> _Exercise objective_
Search the data below, and report every line in which "that" occurs.

> _Data for analysis_
|---|
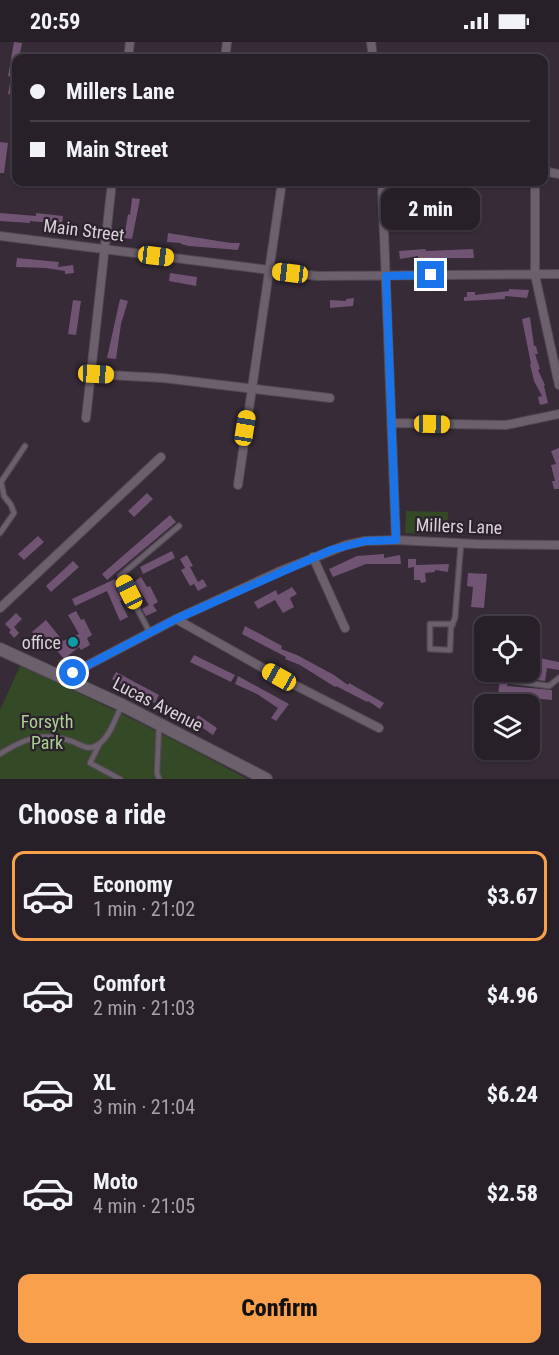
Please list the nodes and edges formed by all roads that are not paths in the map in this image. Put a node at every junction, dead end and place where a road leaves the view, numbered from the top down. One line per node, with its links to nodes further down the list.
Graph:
|---|
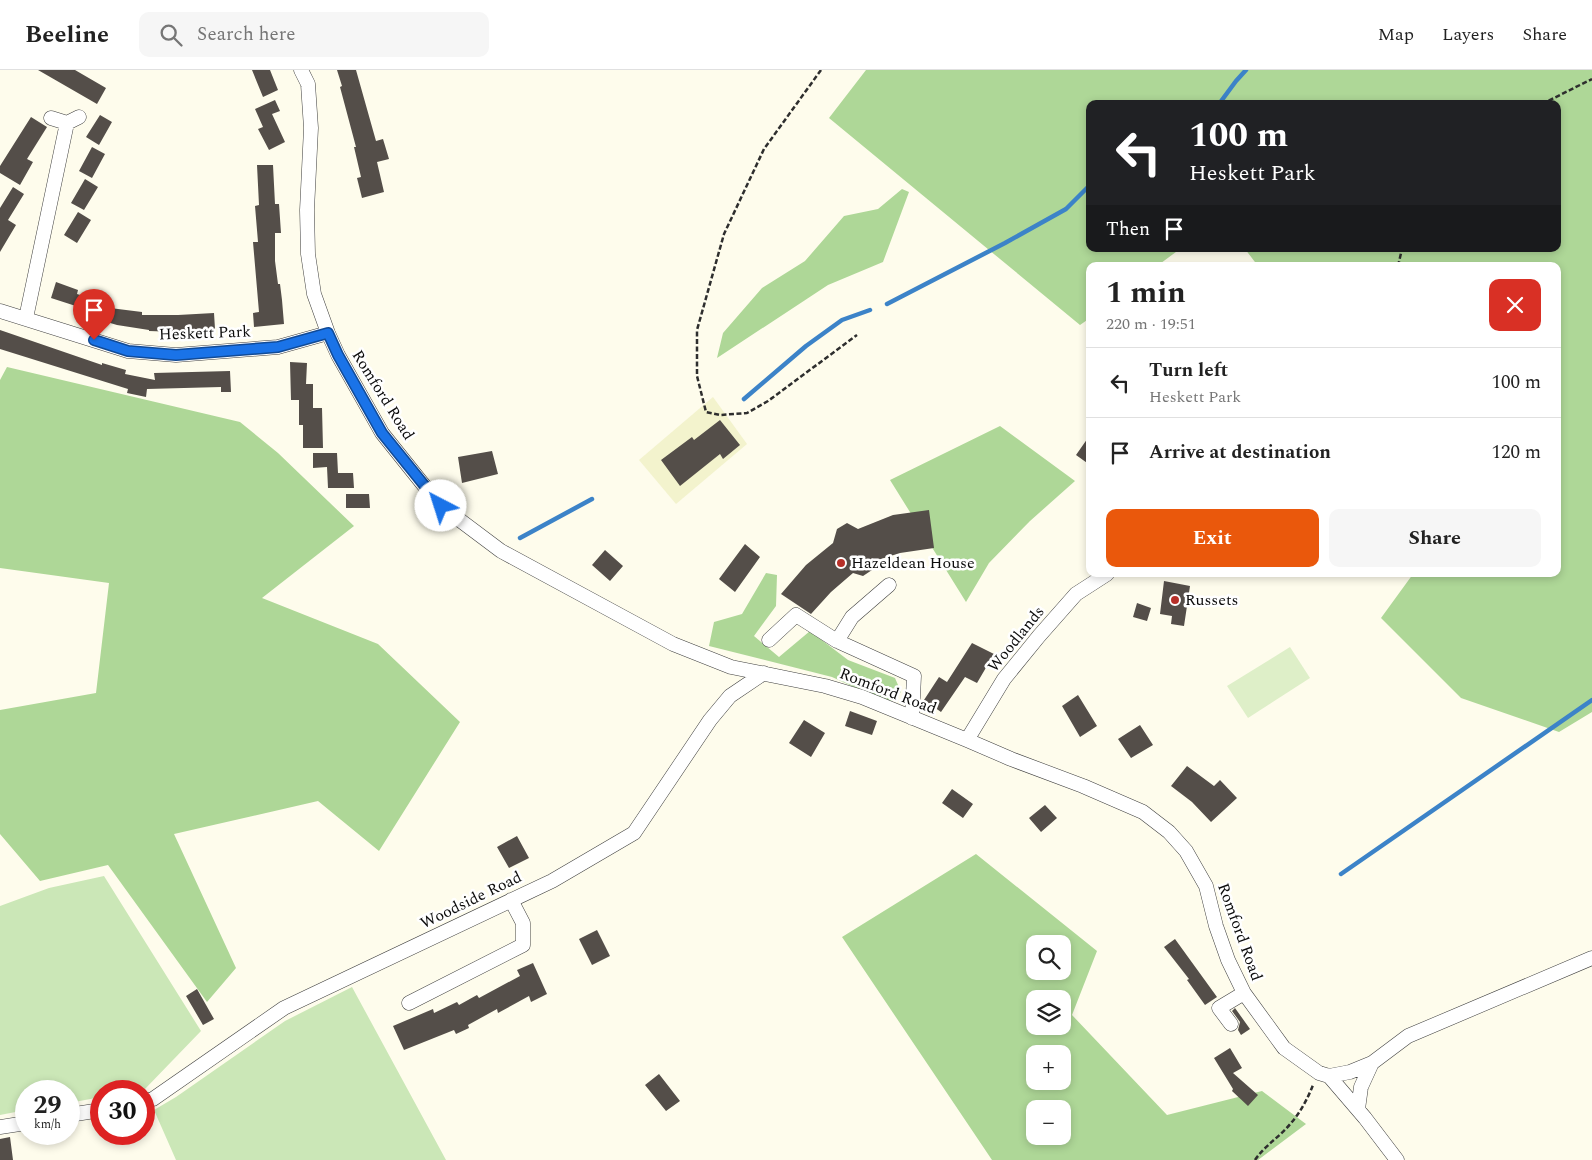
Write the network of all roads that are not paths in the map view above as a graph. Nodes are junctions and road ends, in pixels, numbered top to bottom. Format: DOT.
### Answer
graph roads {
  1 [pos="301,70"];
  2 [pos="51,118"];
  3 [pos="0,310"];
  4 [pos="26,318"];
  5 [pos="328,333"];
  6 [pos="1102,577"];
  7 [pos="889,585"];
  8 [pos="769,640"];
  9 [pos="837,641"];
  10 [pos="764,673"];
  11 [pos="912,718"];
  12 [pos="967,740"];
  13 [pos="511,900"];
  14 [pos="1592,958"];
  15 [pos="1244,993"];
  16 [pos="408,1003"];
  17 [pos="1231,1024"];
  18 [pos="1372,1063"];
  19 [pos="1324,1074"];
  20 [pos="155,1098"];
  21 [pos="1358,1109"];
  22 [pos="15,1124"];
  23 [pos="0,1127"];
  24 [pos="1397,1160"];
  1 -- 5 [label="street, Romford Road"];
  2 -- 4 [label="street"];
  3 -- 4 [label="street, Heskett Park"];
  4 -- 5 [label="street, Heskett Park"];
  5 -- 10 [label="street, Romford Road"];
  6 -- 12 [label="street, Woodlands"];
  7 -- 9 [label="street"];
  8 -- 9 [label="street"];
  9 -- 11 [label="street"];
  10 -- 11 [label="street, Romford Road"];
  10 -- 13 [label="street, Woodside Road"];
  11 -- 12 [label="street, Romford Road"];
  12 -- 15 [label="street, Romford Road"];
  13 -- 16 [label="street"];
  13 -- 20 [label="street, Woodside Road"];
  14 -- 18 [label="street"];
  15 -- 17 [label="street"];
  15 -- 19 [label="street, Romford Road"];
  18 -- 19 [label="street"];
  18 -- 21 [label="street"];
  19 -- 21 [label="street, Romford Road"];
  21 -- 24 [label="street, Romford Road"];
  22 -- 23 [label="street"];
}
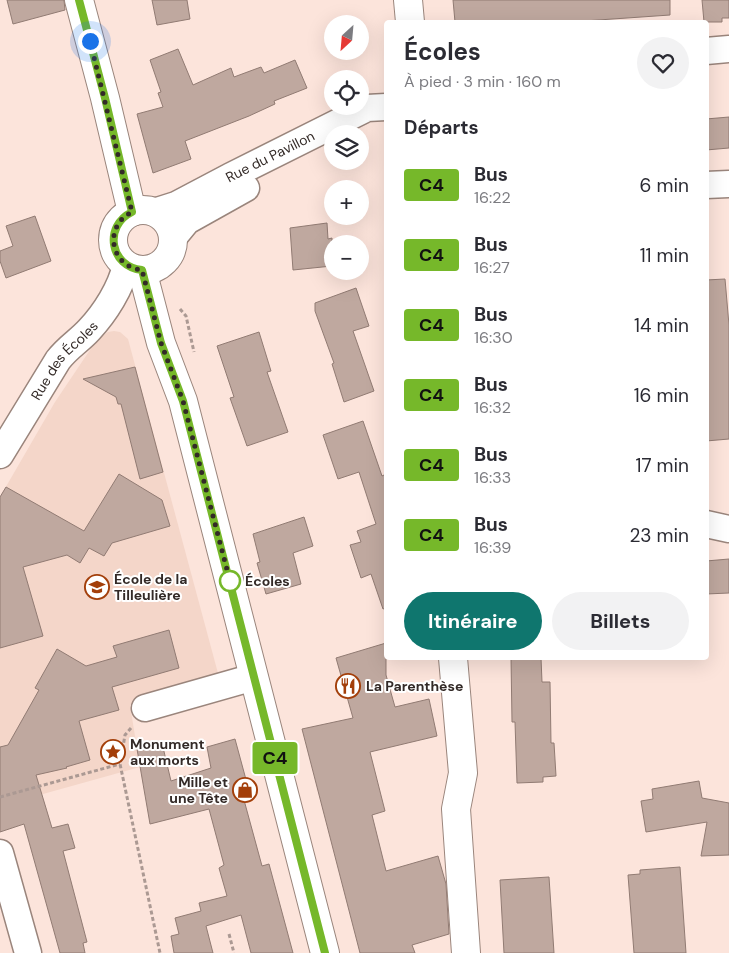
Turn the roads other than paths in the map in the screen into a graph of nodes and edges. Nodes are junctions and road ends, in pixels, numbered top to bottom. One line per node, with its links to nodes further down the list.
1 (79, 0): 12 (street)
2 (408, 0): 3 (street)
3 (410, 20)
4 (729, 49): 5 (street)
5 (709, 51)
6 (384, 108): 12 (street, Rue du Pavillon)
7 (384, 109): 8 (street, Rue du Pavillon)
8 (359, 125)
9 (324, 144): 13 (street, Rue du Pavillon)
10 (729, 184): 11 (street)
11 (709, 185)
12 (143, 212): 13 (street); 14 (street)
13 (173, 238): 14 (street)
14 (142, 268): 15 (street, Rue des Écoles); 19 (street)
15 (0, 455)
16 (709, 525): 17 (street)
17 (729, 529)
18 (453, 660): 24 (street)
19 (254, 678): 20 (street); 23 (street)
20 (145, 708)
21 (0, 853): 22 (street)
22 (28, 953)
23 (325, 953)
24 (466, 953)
|---|
> _Final answer_
Please list the nodes and edges formed by all roads that are not paths in the map in this image. Put a node at every junction, dead end and place where a road leaves the view, numbered from the top down. One line per node, with its links to nodes further down the list.
Write the network of all roads that are not paths in the map view above as a graph. Nodes are junctions and road ends, in pixels, numbered top to bottom. Format: DOT.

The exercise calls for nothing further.